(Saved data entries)
· · · · ·

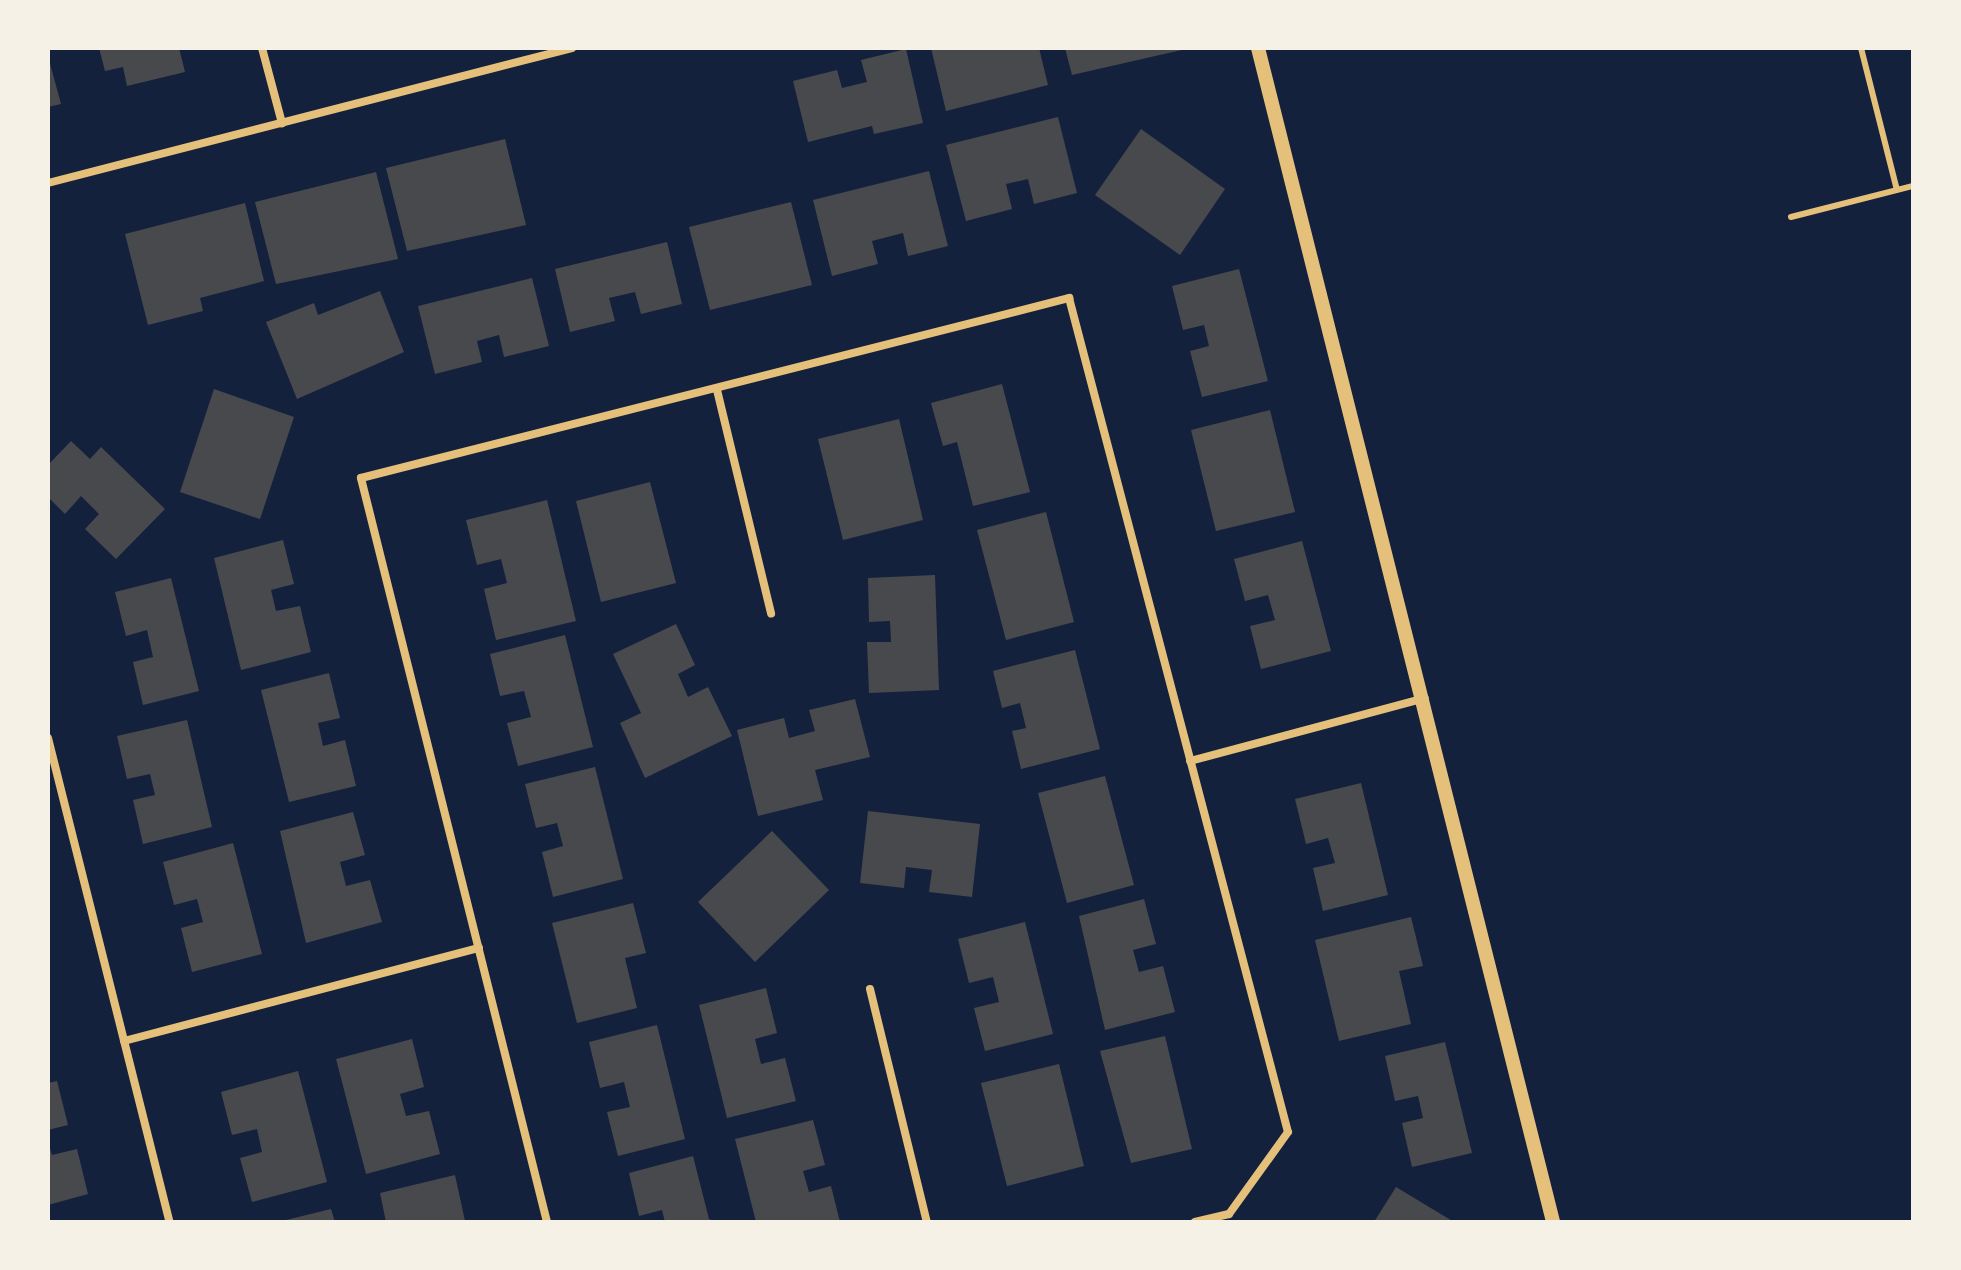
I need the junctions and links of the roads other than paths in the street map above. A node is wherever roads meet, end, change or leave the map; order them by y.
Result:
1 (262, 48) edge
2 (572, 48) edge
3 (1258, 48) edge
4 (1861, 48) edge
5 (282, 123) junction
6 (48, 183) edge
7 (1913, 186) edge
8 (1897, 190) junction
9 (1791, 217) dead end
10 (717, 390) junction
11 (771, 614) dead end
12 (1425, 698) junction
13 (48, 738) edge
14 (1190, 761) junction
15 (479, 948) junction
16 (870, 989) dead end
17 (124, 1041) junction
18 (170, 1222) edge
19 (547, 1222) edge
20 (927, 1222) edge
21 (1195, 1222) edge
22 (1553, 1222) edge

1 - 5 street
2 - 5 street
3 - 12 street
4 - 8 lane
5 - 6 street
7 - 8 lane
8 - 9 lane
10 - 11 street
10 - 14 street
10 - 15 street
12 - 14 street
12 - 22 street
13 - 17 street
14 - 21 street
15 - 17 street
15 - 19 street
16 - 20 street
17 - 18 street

· · · · ·

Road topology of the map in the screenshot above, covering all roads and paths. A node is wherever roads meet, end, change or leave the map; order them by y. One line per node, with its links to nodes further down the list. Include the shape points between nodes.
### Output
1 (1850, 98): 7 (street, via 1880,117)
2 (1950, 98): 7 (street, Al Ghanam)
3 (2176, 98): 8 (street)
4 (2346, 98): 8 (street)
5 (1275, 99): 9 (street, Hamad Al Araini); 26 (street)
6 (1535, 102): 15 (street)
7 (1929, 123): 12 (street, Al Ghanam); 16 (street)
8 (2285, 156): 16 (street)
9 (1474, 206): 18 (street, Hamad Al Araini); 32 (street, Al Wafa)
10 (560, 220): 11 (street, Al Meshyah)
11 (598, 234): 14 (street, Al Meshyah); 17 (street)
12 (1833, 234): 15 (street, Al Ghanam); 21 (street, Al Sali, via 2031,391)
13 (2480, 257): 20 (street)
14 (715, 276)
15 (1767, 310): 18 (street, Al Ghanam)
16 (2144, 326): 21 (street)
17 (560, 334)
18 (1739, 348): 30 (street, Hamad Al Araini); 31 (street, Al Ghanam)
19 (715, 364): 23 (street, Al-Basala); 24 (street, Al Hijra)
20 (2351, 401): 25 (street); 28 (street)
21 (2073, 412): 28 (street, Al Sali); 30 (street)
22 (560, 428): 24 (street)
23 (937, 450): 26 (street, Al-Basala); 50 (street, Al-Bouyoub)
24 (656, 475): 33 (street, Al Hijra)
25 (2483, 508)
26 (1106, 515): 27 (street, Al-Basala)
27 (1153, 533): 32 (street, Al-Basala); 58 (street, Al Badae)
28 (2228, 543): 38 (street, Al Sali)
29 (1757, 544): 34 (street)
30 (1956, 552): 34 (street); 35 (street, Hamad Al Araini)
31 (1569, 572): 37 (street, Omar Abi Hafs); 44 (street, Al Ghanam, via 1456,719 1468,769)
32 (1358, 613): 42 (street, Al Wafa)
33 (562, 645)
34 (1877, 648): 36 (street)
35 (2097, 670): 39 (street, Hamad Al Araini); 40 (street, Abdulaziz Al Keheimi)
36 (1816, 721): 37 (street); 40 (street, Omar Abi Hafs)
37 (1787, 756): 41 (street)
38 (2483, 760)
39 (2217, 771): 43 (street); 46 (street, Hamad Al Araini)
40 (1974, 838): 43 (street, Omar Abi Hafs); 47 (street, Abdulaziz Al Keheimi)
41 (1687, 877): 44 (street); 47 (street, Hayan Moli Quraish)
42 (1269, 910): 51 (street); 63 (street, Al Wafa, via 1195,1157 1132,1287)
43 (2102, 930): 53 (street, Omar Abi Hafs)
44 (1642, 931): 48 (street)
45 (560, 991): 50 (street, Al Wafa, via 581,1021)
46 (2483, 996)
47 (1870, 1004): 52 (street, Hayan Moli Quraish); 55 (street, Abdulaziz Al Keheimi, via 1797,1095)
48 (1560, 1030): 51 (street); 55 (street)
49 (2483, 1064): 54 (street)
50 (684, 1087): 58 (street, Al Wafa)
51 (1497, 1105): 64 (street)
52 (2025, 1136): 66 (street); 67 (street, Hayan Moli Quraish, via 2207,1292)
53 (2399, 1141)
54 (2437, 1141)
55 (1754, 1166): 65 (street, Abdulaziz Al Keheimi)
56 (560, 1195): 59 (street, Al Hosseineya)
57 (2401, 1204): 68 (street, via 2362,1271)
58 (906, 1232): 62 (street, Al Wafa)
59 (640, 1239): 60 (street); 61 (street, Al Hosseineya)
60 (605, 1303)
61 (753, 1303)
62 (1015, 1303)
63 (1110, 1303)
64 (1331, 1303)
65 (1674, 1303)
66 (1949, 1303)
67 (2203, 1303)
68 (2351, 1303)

· · · · ·

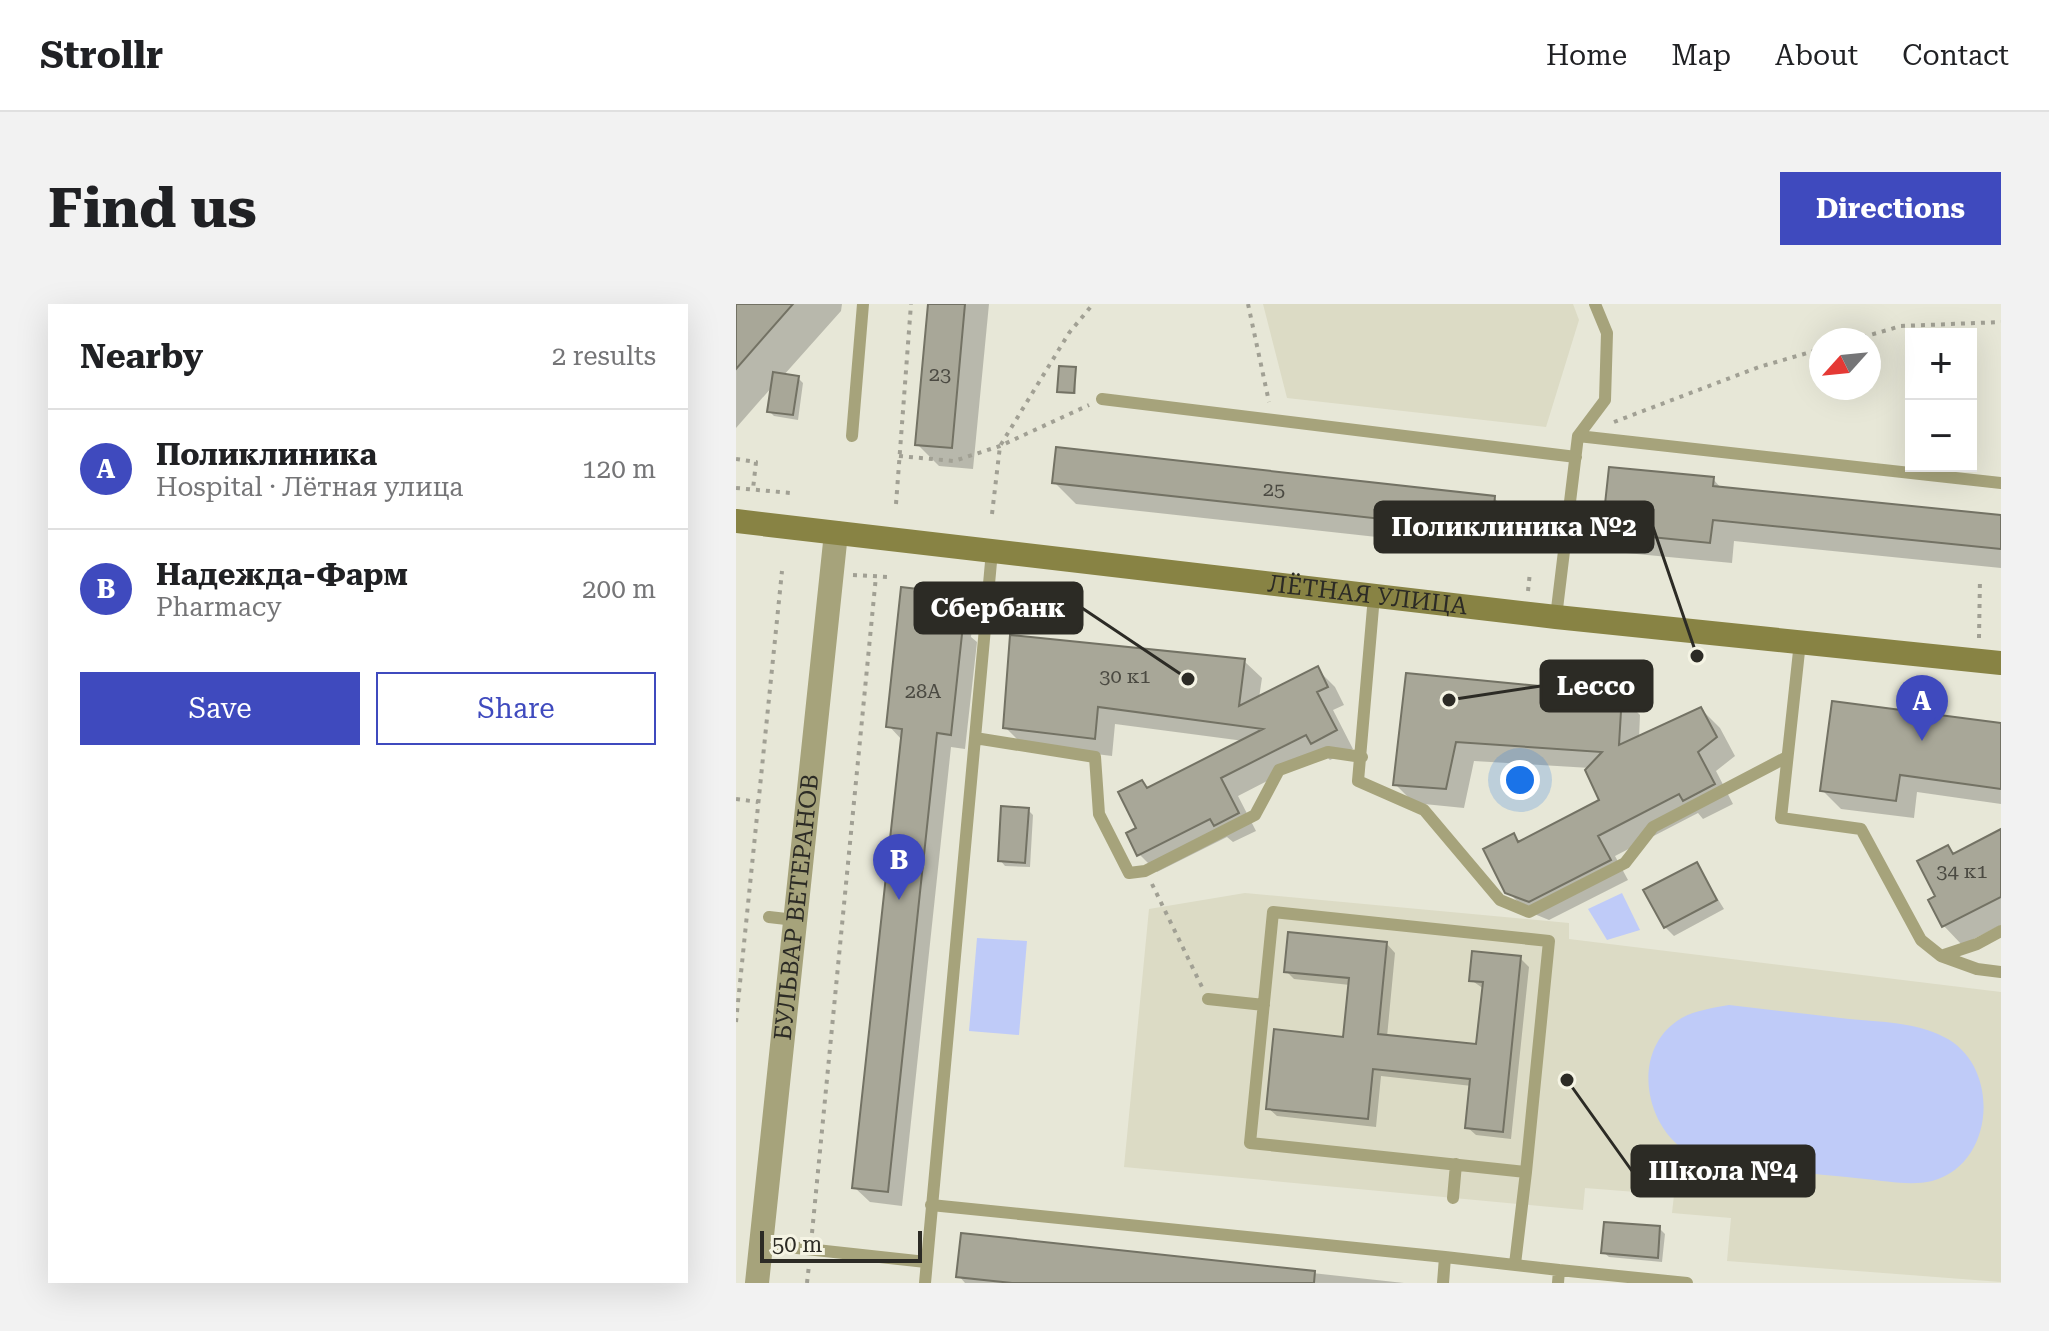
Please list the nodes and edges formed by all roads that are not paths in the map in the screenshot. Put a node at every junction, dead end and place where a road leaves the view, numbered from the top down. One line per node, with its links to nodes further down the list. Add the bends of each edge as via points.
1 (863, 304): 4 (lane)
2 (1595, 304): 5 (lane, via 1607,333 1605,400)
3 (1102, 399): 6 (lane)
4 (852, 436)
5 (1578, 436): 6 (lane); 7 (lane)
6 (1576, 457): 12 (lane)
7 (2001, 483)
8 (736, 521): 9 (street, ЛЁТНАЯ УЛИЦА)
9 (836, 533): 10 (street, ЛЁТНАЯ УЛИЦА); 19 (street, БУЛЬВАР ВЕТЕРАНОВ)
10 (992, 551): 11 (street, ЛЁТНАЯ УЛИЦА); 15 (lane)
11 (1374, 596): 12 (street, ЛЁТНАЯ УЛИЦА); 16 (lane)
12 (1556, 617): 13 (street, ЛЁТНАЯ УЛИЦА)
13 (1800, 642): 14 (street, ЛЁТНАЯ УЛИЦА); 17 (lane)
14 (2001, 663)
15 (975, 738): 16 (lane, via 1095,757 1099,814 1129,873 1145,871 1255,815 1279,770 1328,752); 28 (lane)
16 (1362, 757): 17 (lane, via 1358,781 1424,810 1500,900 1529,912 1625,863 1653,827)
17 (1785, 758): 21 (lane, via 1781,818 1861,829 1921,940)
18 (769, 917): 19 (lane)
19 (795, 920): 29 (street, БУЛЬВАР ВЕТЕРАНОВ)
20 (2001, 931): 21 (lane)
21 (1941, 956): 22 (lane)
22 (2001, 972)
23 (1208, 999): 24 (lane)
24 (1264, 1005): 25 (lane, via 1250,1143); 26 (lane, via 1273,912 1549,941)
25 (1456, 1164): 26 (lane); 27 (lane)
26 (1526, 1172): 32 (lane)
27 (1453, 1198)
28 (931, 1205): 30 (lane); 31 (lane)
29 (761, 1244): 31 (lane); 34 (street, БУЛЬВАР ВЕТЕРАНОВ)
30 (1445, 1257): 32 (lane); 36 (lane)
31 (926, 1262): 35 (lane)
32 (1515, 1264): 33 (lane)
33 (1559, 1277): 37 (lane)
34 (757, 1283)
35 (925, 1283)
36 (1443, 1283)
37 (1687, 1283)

· · · · ·

▶ _WHAT YOU HAVE TO DO_
All lines holding the word "order" must be copied from the data.

▶ _EXERCISE ANSWER_
I need the junctions and links of the roads other than paths in the street map above. A node is wherever roads meet, end, change or leave the map; order them by y.
Road topology of the map in the screenshot above, covering all roads and paths. A node is wherever roads meet, end, change or leave the map; order them by y. One line per node, with its links to nodes further down the list. Include the shape points between nodes.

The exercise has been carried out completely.